• Information
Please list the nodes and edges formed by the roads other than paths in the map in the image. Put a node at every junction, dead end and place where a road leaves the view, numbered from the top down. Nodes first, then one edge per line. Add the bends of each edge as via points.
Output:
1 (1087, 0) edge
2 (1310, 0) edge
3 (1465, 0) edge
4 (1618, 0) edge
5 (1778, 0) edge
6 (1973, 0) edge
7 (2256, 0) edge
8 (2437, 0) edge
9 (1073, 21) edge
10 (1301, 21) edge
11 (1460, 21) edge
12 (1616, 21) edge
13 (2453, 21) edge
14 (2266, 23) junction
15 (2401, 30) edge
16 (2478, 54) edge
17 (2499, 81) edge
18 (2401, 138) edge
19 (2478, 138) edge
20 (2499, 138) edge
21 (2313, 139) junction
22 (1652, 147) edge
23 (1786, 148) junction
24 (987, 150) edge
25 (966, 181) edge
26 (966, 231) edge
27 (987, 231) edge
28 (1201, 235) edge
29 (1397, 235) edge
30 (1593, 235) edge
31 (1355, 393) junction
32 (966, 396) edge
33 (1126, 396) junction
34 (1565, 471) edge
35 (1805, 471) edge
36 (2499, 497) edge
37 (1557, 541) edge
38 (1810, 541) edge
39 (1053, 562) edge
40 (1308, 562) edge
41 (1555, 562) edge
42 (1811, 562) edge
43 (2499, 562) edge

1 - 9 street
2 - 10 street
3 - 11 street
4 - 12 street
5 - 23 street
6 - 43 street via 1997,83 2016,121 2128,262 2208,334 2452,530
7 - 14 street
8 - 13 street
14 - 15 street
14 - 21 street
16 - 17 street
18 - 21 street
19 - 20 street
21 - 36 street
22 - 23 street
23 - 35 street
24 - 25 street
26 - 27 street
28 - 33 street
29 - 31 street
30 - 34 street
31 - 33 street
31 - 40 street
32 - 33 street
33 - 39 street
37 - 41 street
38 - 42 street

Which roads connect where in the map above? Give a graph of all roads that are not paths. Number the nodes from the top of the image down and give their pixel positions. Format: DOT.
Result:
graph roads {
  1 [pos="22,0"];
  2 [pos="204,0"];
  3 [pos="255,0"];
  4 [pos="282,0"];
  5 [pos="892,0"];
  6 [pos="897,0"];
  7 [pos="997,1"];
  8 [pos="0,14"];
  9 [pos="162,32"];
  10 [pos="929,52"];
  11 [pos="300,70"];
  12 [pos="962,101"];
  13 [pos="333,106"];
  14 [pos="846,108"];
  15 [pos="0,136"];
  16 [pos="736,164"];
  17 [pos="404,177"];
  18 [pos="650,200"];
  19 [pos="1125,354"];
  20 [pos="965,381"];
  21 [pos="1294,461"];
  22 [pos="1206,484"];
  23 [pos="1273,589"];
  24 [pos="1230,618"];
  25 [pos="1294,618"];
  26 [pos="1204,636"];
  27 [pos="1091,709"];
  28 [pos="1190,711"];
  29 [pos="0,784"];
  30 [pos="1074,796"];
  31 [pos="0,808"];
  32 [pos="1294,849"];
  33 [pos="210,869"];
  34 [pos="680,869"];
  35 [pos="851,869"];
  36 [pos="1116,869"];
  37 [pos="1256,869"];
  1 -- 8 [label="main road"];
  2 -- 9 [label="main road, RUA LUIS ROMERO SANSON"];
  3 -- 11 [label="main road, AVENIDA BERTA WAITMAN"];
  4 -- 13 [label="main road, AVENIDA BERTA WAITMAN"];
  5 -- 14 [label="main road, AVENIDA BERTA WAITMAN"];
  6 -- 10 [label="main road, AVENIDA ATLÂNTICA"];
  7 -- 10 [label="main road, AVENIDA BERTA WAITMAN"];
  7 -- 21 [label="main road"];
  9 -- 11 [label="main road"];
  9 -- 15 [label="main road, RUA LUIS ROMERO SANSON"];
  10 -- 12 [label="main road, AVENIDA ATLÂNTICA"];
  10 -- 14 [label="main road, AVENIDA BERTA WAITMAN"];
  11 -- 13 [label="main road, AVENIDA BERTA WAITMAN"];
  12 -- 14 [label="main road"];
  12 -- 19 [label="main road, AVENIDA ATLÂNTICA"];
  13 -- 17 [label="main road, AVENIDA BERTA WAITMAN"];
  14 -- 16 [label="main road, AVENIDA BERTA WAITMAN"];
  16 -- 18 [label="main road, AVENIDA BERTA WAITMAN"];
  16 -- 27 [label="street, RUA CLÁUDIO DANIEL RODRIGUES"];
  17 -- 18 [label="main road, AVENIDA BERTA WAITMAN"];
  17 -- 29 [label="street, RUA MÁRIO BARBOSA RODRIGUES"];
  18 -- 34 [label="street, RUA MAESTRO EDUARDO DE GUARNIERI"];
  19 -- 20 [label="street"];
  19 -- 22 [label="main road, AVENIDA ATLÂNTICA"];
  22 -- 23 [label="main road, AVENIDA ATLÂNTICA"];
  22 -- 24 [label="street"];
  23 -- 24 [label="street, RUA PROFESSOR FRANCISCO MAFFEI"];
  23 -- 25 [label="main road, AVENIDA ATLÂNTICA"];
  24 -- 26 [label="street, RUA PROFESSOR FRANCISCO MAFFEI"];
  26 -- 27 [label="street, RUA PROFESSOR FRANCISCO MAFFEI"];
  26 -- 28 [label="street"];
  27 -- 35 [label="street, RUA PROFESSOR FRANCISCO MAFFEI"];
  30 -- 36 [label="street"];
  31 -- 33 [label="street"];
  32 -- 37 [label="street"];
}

• Task directions
Out of the preceding entries, pull each line that contains the word "nodes".

• Your response
Please list the nodes and edges formed by the roads other than paths in the map in the image. Put a node at every junction, dead end and place where a road leaves the view, numbered from the top down. Nodes first, then one edge per line. Add the bends of each edge as via points.
Which roads connect where in the map above? Give a graph of all roads that are not paths. Number the nodes from the top of the image down and give their pixel positions. Format: DOT.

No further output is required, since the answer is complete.